In the Russian Far East, Dr. Sloat told his dinner companions, remote taimen rivers like the Koppi and Tugur are fickle, fast-flowing, and routinely blown out by floods—factors that severely limit scientific field research. That’s a problem for Dr. Sloat, who relies on field data to inform scientific recommendations for salmon conservation.

Sakhalin taimen from Sarufutsu River, Japan (Satoshi Adachi); Siberian taimen in Tugur River, Russia (WSC) and Mongolia (Mongolia River Outfitters).

Taimen could use the help. The elusive apex river predators—the largest species of the salmon family—include both mammoth Siberian taimen (found in Mongolia and the northern Russian mainland) and Sakhalin taimen (found further south on the mainland, and on Sakhalin and Hokkaido islands). Both are rapidly declining across their range due to poaching and habitat destruction. Understanding their behavior, says Dr. Sloat, is key to protecting them.
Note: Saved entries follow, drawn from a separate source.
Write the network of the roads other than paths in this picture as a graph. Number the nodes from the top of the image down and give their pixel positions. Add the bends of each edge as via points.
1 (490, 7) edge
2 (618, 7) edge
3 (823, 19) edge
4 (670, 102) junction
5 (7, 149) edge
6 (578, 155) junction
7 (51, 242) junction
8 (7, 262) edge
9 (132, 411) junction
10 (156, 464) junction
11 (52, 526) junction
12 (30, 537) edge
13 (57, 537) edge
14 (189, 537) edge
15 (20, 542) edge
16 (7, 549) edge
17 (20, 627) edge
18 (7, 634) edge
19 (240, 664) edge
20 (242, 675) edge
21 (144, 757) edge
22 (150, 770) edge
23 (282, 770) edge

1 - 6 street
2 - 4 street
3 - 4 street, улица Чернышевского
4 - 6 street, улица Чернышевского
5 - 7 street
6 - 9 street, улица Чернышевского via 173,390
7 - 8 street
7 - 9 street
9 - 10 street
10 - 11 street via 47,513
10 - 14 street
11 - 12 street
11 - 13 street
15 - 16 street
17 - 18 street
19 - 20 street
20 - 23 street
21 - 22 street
WSC Russia Program Director Mariusz Wroblewski releases a young taimen back into a river in Mongolia’s Amur Basin. (PC: WSC)

Megafish are in sharp decline globally, and taimen are no exception,” Dr. Sloat explains. “Despite these concerns, we know very little about these fish. And that hinders our ability to safeguard their future.”
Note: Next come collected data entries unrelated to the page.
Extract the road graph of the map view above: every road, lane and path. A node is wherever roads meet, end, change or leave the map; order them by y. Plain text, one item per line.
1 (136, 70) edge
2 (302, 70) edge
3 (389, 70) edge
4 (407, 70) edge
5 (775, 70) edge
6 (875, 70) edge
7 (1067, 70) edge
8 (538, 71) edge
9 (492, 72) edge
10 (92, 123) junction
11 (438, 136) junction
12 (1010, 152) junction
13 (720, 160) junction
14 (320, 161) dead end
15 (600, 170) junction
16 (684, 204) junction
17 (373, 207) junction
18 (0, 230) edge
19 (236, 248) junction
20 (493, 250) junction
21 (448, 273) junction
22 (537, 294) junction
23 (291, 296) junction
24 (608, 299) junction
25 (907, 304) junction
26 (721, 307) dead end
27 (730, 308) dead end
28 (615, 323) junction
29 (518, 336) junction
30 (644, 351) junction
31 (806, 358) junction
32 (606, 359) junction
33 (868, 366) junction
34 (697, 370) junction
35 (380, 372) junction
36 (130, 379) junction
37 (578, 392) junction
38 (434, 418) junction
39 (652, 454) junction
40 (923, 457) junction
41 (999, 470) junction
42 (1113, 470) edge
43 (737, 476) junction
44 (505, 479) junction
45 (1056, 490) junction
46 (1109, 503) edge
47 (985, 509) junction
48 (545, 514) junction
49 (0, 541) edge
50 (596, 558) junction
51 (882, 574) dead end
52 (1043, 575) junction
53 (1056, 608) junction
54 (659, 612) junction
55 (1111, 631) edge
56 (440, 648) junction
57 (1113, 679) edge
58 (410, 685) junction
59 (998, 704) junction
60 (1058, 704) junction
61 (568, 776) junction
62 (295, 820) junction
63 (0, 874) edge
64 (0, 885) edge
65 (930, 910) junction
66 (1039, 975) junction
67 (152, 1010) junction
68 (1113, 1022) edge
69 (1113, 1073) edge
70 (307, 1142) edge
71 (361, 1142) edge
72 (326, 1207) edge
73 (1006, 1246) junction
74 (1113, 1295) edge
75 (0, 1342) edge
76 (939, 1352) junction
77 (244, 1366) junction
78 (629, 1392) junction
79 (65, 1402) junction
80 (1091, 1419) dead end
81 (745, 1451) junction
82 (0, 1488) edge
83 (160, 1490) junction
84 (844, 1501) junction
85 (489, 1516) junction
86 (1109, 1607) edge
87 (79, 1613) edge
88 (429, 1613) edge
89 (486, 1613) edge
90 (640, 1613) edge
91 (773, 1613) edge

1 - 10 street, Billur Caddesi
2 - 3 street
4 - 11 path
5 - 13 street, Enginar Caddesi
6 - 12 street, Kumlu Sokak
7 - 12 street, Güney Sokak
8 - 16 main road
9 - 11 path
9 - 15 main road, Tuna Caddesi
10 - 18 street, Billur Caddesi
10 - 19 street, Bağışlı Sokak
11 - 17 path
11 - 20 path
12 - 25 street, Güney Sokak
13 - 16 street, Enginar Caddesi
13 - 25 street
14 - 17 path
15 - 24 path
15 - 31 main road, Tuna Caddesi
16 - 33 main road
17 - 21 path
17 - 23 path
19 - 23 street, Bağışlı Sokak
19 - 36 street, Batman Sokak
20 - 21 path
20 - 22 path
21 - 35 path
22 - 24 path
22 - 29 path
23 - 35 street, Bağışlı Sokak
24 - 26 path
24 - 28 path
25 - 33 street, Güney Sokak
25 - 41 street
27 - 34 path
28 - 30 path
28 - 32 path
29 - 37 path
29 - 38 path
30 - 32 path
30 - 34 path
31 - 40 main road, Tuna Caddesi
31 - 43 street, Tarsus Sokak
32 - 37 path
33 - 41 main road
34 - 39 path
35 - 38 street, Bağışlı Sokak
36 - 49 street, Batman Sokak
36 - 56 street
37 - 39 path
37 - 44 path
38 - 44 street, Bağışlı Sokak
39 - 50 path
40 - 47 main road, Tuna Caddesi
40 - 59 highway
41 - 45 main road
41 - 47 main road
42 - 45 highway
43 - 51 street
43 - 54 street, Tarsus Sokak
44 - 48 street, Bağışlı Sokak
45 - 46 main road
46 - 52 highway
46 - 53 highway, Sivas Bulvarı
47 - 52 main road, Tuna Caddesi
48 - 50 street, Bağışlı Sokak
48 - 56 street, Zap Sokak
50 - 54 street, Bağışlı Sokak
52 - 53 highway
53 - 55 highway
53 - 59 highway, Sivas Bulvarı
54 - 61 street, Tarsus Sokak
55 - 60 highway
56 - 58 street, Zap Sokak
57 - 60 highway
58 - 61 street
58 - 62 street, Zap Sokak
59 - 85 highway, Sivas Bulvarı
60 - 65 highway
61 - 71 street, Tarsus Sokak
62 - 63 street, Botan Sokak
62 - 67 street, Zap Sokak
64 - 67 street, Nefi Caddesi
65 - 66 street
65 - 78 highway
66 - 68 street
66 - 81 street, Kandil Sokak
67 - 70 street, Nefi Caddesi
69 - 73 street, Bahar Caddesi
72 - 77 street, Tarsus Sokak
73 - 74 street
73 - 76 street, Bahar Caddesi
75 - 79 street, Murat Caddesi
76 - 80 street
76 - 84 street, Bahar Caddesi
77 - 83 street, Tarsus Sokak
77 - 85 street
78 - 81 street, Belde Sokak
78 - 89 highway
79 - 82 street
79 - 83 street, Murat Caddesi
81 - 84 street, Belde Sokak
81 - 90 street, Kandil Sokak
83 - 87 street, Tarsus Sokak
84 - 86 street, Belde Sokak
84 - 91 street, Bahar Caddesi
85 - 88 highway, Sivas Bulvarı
While Mongolian taimen have different diets than their chum-and-pink-salmon-devouring Russian counterparts, the populations are genetically similar. And crucially, Mongolian taimen are far more accessible—to fishermen, who easily land them in Mongolia’s clearer, calmer rivers, and to scientists like Dr. Sloat.

Tulga Tumenjargal, a fishing guide with Mongolia River Outfitters, stands in front of a camp yurt in traditional Mongolian dress. The company will help WSC coordinate several taimen research trips in Mongolia in 2020. (PC: WSC)

That ease of access is why WSC is partnering with Mongolia River Outfitters and local administrators to conduct a first-of-its-kind taimen research project over the course of 2020. During the October scouting trip, Dr. Sloat and WSC’s partners discussed logistics for the coming year’s planned field work in the Amur and Yenisei River Basins: spawning studies in spring, and summertime monitoring programs to track taimen abundance, feeding behavior, and river temperatures.

This research, Dr. Sloat says, aims to understand how taimen spawn, feed, and grow in rivers—both with, and without, the marine nutrients provided by salmon. Mongolian taimen serve as a control case for a key question: what happens to Russian taimen if Pacific salmon disappear from their foodweb?

Throughout the trip, Dr. Sloat and Wroblewski were energized by local enthusiasm for this research, from the local vice-governor, who joined the group for the barbecue dinner, to the youngsters from an after school ecology club who turned out one day for a lesson in fly casting.

During the expedition, Wild Salmon Center’s Dr. Matt Sloat and Mariusz Wroblewski helped teach fly casting to a dozen members—all girls—of a local after-school ecology club. (PC: WSC)

“Being on the river was terrific,” says Dr. Sloat, reflecting on the trip. “But my overwhelming impression was of the people, how engaged they were in stewardship, from those living nomadically, grazing animals on the steppe, to the river guides who depend on healthy taimen populations. I was extremely impressed by the reverence they showed for Mongolian rivers and taimen.”

Dr. Matt Sloat (left), Mariusz Wroblewski (center), and Dr. Mihael Skopets (far right) pose with members of a Mongolian youth ecology club.

That reverence fills Dr. Sloat with hope. Cultural respect for natural systems—together with research that better illuminates taimen biology and behavior—will be key, he says, to protecting this mysterious, magnificent megafish.

The research aims to understand how taimen spawn, feed, and grow in rivers—both with and without salmon. Mongolian taimen serve as a control case for a key question: what happens to Russian taimen if salmon disappear?